■ Your objective
Below is a block of entries; repeat all of it exactly but omit the pictures.

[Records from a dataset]

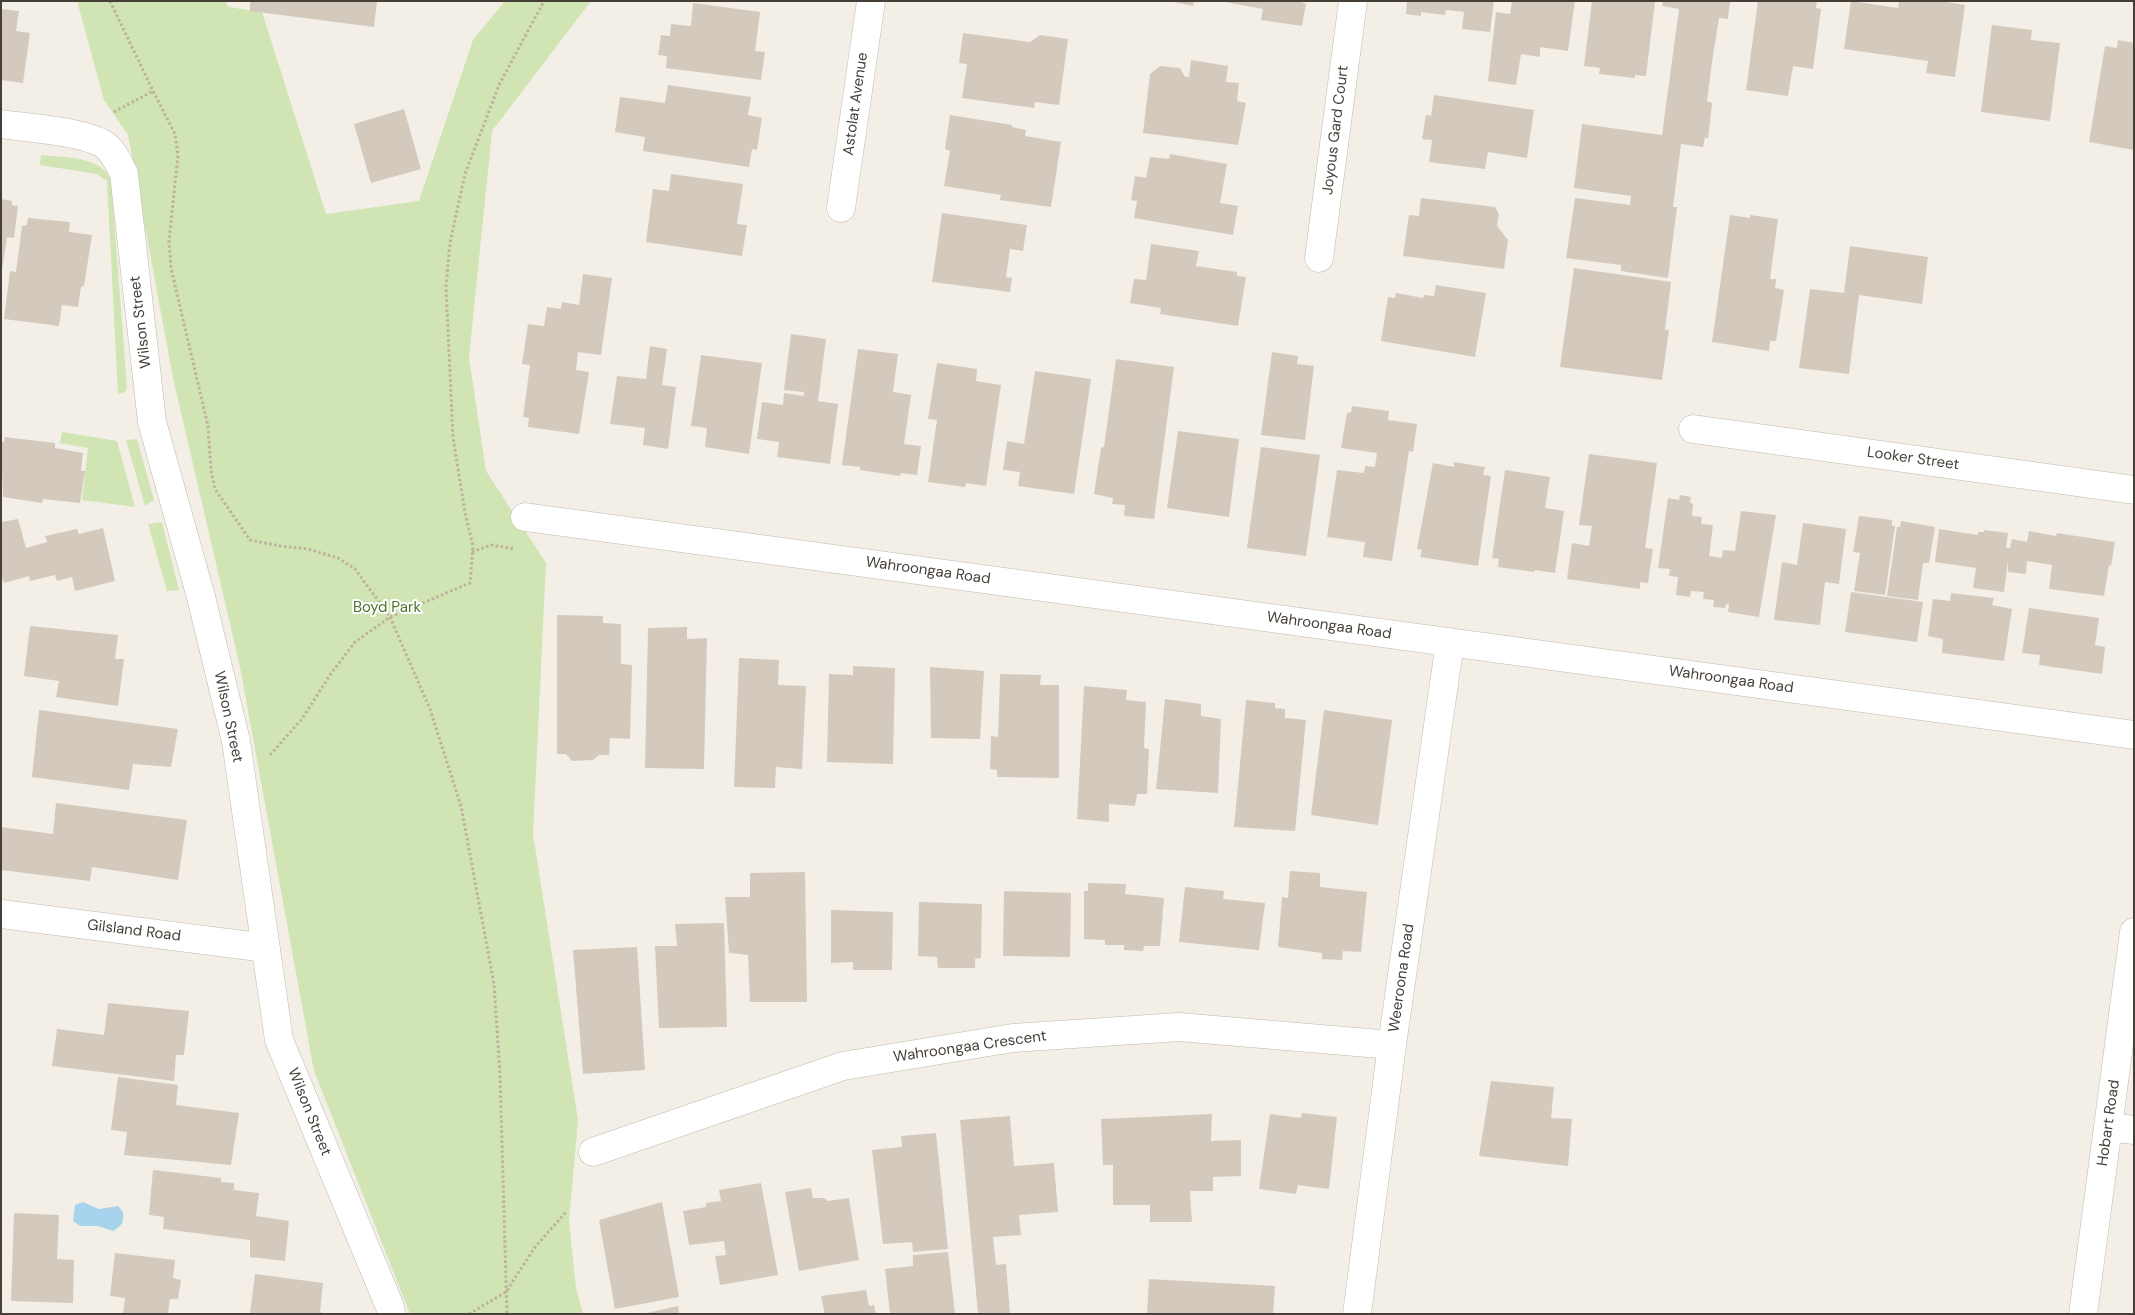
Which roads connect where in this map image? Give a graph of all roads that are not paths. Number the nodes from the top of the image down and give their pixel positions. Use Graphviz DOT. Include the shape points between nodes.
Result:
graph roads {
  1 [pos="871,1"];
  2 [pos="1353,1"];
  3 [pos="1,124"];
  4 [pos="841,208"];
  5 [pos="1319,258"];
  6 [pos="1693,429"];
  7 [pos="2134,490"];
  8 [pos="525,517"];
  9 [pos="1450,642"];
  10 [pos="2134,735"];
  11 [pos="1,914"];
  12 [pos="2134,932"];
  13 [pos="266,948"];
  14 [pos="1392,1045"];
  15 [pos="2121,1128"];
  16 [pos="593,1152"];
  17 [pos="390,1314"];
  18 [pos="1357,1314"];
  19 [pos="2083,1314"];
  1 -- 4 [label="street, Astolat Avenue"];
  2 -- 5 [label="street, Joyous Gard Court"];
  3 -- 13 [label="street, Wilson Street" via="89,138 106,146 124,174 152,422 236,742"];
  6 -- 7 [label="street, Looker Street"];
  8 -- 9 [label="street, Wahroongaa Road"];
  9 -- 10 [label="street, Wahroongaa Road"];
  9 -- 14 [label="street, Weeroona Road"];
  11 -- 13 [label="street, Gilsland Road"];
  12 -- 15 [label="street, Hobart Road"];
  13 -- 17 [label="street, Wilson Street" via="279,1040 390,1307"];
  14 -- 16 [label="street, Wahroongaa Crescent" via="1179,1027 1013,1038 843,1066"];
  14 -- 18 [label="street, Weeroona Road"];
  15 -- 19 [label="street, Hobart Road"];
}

■ Response to this task
Which roads connect where in this map image? Give a graph of all roads that are not paths. Number the nodes from the top of the image down and give their pixel positions. Use Graphviz DOT. Include the shape points between nodes.
Result:
graph roads {
  1 [pos="871,1"];
  2 [pos="1353,1"];
  3 [pos="1,124"];
  4 [pos="841,208"];
  5 [pos="1319,258"];
  6 [pos="1693,429"];
  7 [pos="2134,490"];
  8 [pos="525,517"];
  9 [pos="1450,642"];
  10 [pos="2134,735"];
  11 [pos="1,914"];
  12 [pos="2134,932"];
  13 [pos="266,948"];
  14 [pos="1392,1045"];
  15 [pos="2121,1128"];
  16 [pos="593,1152"];
  17 [pos="390,1314"];
  18 [pos="1357,1314"];
  19 [pos="2083,1314"];
  1 -- 4 [label="street, Astolat Avenue"];
  2 -- 5 [label="street, Joyous Gard Court"];
  3 -- 13 [label="street, Wilson Street" via="89,138 106,146 124,174 152,422 236,742"];
  6 -- 7 [label="street, Looker Street"];
  8 -- 9 [label="street, Wahroongaa Road"];
  9 -- 10 [label="street, Wahroongaa Road"];
  9 -- 14 [label="street, Weeroona Road"];
  11 -- 13 [label="street, Gilsland Road"];
  12 -- 15 [label="street, Hobart Road"];
  13 -- 17 [label="street, Wilson Street" via="279,1040 390,1307"];
  14 -- 16 [label="street, Wahroongaa Crescent" via="1179,1027 1013,1038 843,1066"];
  14 -- 18 [label="street, Weeroona Road"];
  15 -- 19 [label="street, Hobart Road"];
}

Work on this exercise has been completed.